Только это его не сбило с ног. Он начал интенсивно учиться и летом 1953г. сдал экстерном экзамены за курс юридического  отделения в Уфимском университете. Получив диплом с отличием, он зашел в деканат и попросил дать куда-нибудь направление на работу. Вот ему и дали направление в  Жигулевскую прокуратуру, на строящуюся Куйбышевскую ГЭС им. В.И. Ленина. Надо сказать, что это была чисто «Комсомольская стойка». То есть строили в основном зека, а охраняли их комсомольцы из роты охраны. На территории Жигулевска было 10 лагерей и более 40 рабочих зон. Побеги, грабежи и убийства случались почти каждый день.

Однажды темной осенней ночью возвращался он с работы. По пути надо было пройти под навесом из бревен, защищающим дорогу от возможного падения булыжников с подвесной канатной дороги. Эта канатная дорога соединяла карьер в Яблоневом овраге со стройплощадкой  на средине земляной плотины. Там находилась опора №10 и далее канатная дорога планировалась до водосливной плотины.

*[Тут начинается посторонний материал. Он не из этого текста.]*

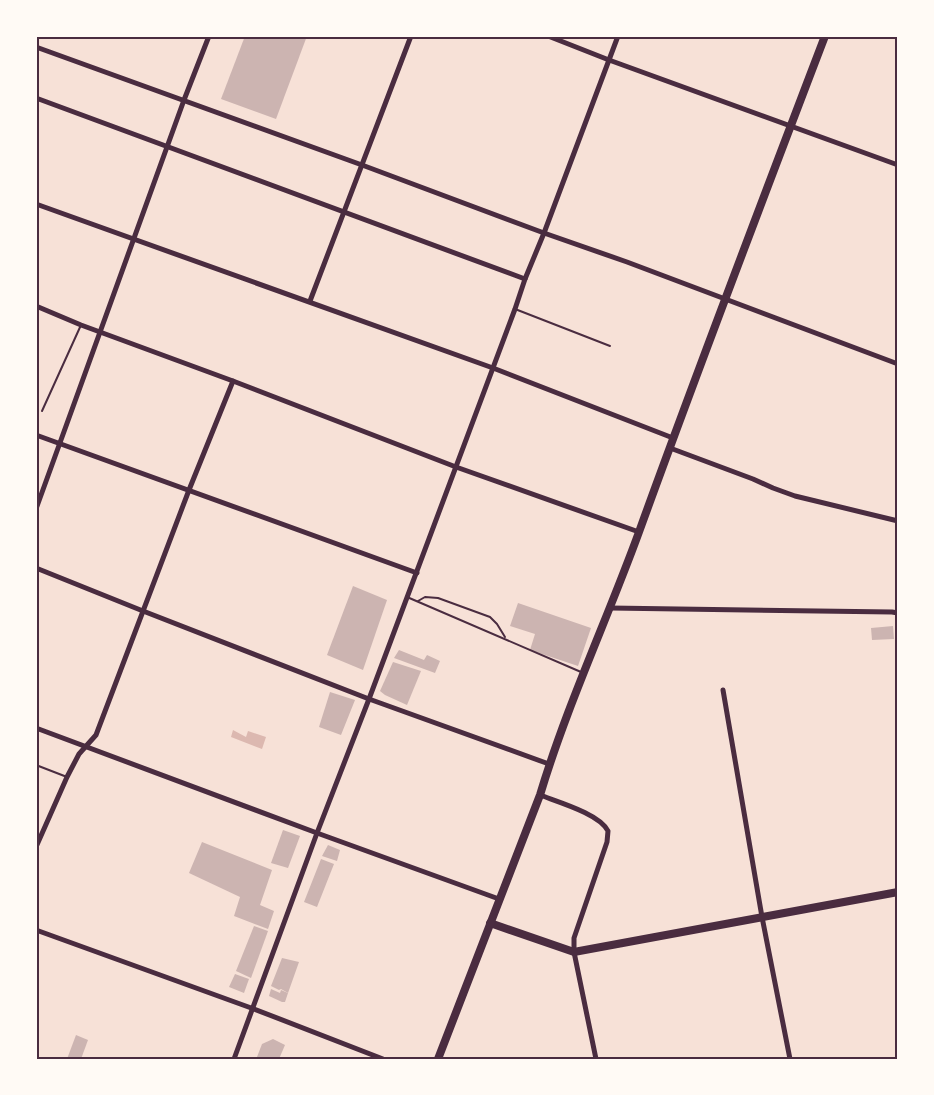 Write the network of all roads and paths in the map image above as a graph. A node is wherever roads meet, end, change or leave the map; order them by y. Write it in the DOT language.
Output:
graph roads {
  1 [pos="209,36"];
  2 [pos="411,36"];
  3 [pos="548,36"];
  4 [pos="618,36"];
  5 [pos="825,36"];
  6 [pos="36,47"];
  7 [pos="609,60"];
  8 [pos="36,98"];
  9 [pos="184,100"];
  10 [pos="792,126"];
  11 [pos="167,147"];
  12 [pos="362,165"];
  13 [pos="898,165"];
  14 [pos="36,204"];
  15 [pos="344,212"];
  16 [pos="544,233"];
  17 [pos="134,238"];
  18 [pos="525,279"];
  19 [pos="724,298"];
  20 [pos="310,301"];
  21 [pos="36,306"];
  22 [pos="515,309"];
  23 [pos="81,325"];
  24 [pos="100,332"];
  25 [pos="610,346"];
  26 [pos="898,364"];
  27 [pos="493,368"];
  28 [pos="233,381"];
  29 [pos="42,411"];
  30 [pos="36,435"];
  31 [pos="673,438"];
  32 [pos="59,444"];
  33 [pos="670,448"];
  34 [pos="456,467"];
  35 [pos="189,490"];
  36 [pos="36,509"];
  37 [pos="898,521"];
  38 [pos="639,532"];
  39 [pos="36,568"];
  40 [pos="417,573"];
  41 [pos="407,597"];
  42 [pos="418,601"];
  43 [pos="610,608"];
  44 [pos="143,611"];
  45 [pos="898,613"];
  46 [pos="506,639"];
  47 [pos="584,673"];
  48 [pos="723,690"];
  49 [pos="369,699"];
  50 [pos="36,728"];
  51 [pos="87,746"];
  52 [pos="549,764"];
  53 [pos="36,765"];
  54 [pos="67,777"];
  55 [pos="540,795"];
  56 [pos="318,833"];
  57 [pos="36,847"];
  58 [pos="898,892"];
  59 [pos="499,899"];
  60 [pos="762,917"];
  61 [pos="490,923"];
  62 [pos="36,930"];
  63 [pos="574,952"];
  64 [pos="254,1009"];
  65 [pos="234,1059"];
  66 [pos="383,1059"];
  67 [pos="438,1059"];
  68 [pos="596,1059"];
  69 [pos="790,1059"];
  1 -- 9 [label="street"];
  2 -- 12 [label="street"];
  3 -- 7 [label="street"];
  4 -- 7 [label="street"];
  5 -- 10 [label="main road"];
  6 -- 9 [label="street"];
  7 -- 10 [label="street"];
  7 -- 16 [label="street"];
  8 -- 11 [label="street"];
  9 -- 11 [label="street"];
  9 -- 12 [label="street"];
  10 -- 13 [label="street"];
  10 -- 19 [label="main road"];
  11 -- 15 [label="street"];
  11 -- 17 [label="street"];
  12 -- 15 [label="street"];
  12 -- 16 [label="street"];
  14 -- 17 [label="street"];
  15 -- 18 [label="street"];
  15 -- 20 [label="street"];
  16 -- 18 [label="street"];
  16 -- 19 [label="street"];
  17 -- 20 [label="street"];
  17 -- 24 [label="street"];
  18 -- 22 [label="street"];
  19 -- 26 [label="street"];
  19 -- 31 [label="main road"];
  20 -- 27 [label="street"];
  21 -- 23 [label="street"];
  22 -- 25 [label="lane"];
  22 -- 27 [label="street"];
  23 -- 24 [label="street"];
  23 -- 29 [label="lane"];
  24 -- 28 [label="street"];
  24 -- 32 [label="street"];
  27 -- 31 [label="street"];
  27 -- 34 [label="street"];
  28 -- 34 [label="street"];
  28 -- 35 [label="street"];
  30 -- 32 [label="street"];
  31 -- 33 [label="main road"];
  32 -- 35 [label="street"];
  32 -- 36 [label="street"];
  33 -- 37 [label="street"];
  33 -- 38 [label="main road"];
  34 -- 38 [label="street"];
  34 -- 40 [label="street"];
  35 -- 40 [label="street"];
  35 -- 44 [label="street"];
  38 -- 43 [label="main road"];
  39 -- 44 [label="street"];
  40 -- 41 [label="street"];
  41 -- 42 [label="lane"];
  41 -- 49 [label="street"];
  42 -- 46 [label="lane"];
  42 -- 46 [label="lane"];
  43 -- 45 [label="street"];
  43 -- 47 [label="main road"];
  44 -- 49 [label="street"];
  44 -- 51 [label="street"];
  46 -- 47 [label="lane"];
  47 -- 52 [label="main road"];
  48 -- 60 [label="street"];
  49 -- 52 [label="street"];
  49 -- 56 [label="street"];
  50 -- 51 [label="street"];
  51 -- 54 [label="street"];
  51 -- 56 [label="street"];
  52 -- 55 [label="main road"];
  53 -- 54 [label="lane"];
  54 -- 57 [label="street"];
  55 -- 59 [label="main road"];
  55 -- 63 [label="street"];
  56 -- 59 [label="street"];
  56 -- 64 [label="street"];
  58 -- 60 [label="main road"];
  59 -- 61 [label="main road"];
  60 -- 63 [label="main road"];
  60 -- 69 [label="street"];
  61 -- 63 [label="main road"];
  61 -- 67 [label="main road"];
  62 -- 64 [label="street"];
  63 -- 68 [label="street"];
  64 -- 65 [label="street"];
  64 -- 66 [label="street"];
} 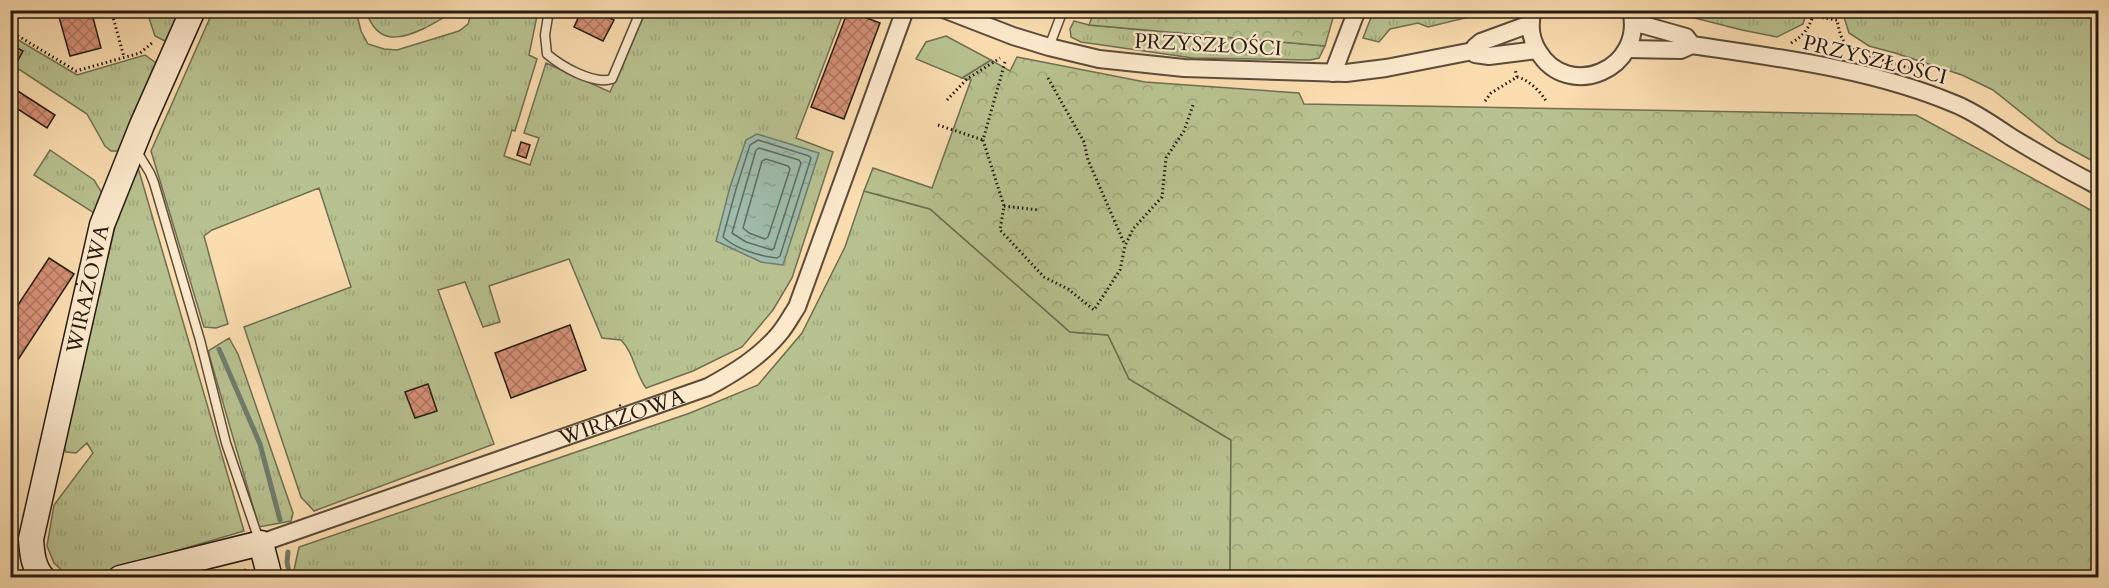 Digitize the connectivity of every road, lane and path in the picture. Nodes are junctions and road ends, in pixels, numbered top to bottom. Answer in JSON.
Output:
{"nodes":[{"id":1,"x":111,"y":10,"type":"edge"},
{"id":2,"x":193,"y":10,"type":"edge"},
{"id":3,"x":549,"y":10,"type":"edge"},
{"id":4,"x":641,"y":10,"type":"edge"},
{"id":5,"x":905,"y":10,"type":"edge"},
{"id":6,"x":946,"y":10,"type":"edge"},
{"id":7,"x":1063,"y":10,"type":"edge"},
{"id":8,"x":1357,"y":10,"type":"edge"},
{"id":9,"x":1632,"y":16,"type":"edge"},
{"id":10,"x":1813,"y":16,"type":"dead end"},
{"id":11,"x":1532,"y":17,"type":"edge"},
{"id":12,"x":1837,"y":20,"type":"dead end"},
{"id":13,"x":10,"y":31,"type":"edge"},
{"id":14,"x":152,"y":43,"type":"dead end"},
{"id":15,"x":1692,"y":45,"type":"junction"},
{"id":16,"x":1049,"y":47,"type":"junction"},
{"id":17,"x":1627,"y":49,"type":"junction"},
{"id":18,"x":1537,"y":50,"type":"junction"},
{"id":19,"x":1473,"y":51,"type":"junction"},
{"id":20,"x":124,"y":57,"type":"junction"},
{"id":21,"x":1000,"y":58,"type":"dead end"},
{"id":22,"x":1005,"y":62,"type":"dead end"},
{"id":23,"x":1515,"y":68,"type":"dead end"},
{"id":24,"x":1333,"y":73,"type":"junction"},
{"id":25,"x":1517,"y":77,"type":"junction"},
{"id":26,"x":1048,"y":78,"type":"dead end"},
{"id":27,"x":947,"y":100,"type":"dead end"},
{"id":28,"x":1485,"y":101,"type":"dead end"},
{"id":29,"x":1546,"y":101,"type":"dead end"},
{"id":30,"x":1193,"y":105,"type":"dead end"},
{"id":31,"x":938,"y":125,"type":"dead end"},
{"id":32,"x":982,"y":140,"type":"junction"},
{"id":33,"x":133,"y":147,"type":"junction"},
{"id":34,"x":2098,"y":186,"type":"edge"},
{"id":35,"x":1004,"y":206,"type":"junction"},
{"id":36,"x":1039,"y":210,"type":"dead end"},
{"id":37,"x":1125,"y":246,"type":"junction"},
{"id":38,"x":261,"y":543,"type":"junction"},
{"id":39,"x":38,"y":576,"type":"edge"},
{"id":40,"x":120,"y":578,"type":"edge"},
{"id":41,"x":270,"y":578,"type":"edge"}],
"edges":[{"from":1,"to":20,"type":"path"},
{"from":2,"to":33,"type":"street","name":"WIRAŻOWA"},
{"from":3,"to":4,"type":"lane"},
{"from":5,"to":38,"type":"street","name":"WIRAŻOWA"},
{"from":6,"to":16,"type":"street","name":"PRZYSZŁOŚCI"},
{"from":7,"to":16,"type":"lane"},
{"from":8,"to":24,"type":"street"},
{"from":9,"to":15,"type":"street","name":"PRZYSZŁOŚCI"},
{"from":9,"to":17,"type":"street"},
{"from":10,"to":12,"type":"path"},
{"from":11,"to":18,"type":"street"},
{"from":11,"to":19,"type":"street","name":"PRZYSZŁOŚCI"},
{"from":13,"to":20,"type":"path"},
{"from":14,"to":20,"type":"path"},
{"from":15,"to":17,"type":"street","name":"PRZYSZŁOŚCI"},
{"from":15,"to":34,"type":"street","name":"PRZYSZŁOŚCI"},
{"from":16,"to":24,"type":"street","name":"PRZYSZŁOŚCI"},
{"from":17,"to":18,"type":"street"},
{"from":18,"to":19,"type":"street","name":"PRZYSZŁOŚCI"},
{"from":19,"to":24,"type":"street","name":"PRZYSZŁOŚCI"},
{"from":21,"to":27,"type":"path"},
{"from":22,"to":32,"type":"path"},
{"from":23,"to":25,"type":"path"},
{"from":25,"to":28,"type":"path"},
{"from":25,"to":29,"type":"path"},
{"from":26,"to":37,"type":"path"},
{"from":30,"to":37,"type":"path"},
{"from":31,"to":32,"type":"path"},
{"from":32,"to":35,"type":"path"},
{"from":33,"to":38,"type":"lane"},
{"from":33,"to":39,"type":"street","name":"WIRAŻOWA"},
{"from":35,"to":36,"type":"path"},
{"from":35,"to":37,"type":"path"},
{"from":38,"to":40,"type":"street","name":"WIRAŻOWA"},
{"from":38,"to":41,"type":"street"}]}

Конечно фонаря ни одного не было и темнота была кромешной.
В момент, когда он вступил под этот искусственный навес, из за бревна вышли несколько мужиков, молча окружили его, приставили к горлу нож и хриплый голос тихо скомандовали – деньги!

Выручила армейская привычка всегда взвешивать обстоятельства и, то, что побывал на Колыме. Остановился, помолчал, прокручивая мысленно возможные варианты развития событий. Шансов достать пистолет практически нет, убежать тоже – нож держит профессионал. Надо тянуть время.
- Ну, скорей! – прохрипел державший нож.
  С трудом выдавил из себя
 – Ребята, денег нет, я свой, только освободился.
Из темноты тот же хриплый голос – где сидел?
– На Колыме.  – Точнее – Усть Омчуг.
- Кого знаешь?
- Смыслова.
- Кличка?
- СССР.
- Ребятки, отпустите его– на самом деле свой.
Мгновенно исчезли и нож и мужики, как будто это были вовсе и не люди, а приведения.

Но рассуждать на эту тему было некогда – он уже шагал оттуда, не разбирая дороги, лужи, грязь, все это мелочи. Главное остался жив.
Да, а если бы чуть, что не так, и решили бы они проверить содержимое карманов, то точно кранты – в кармане служебный ствол и удостоверение следователя прокуратуры.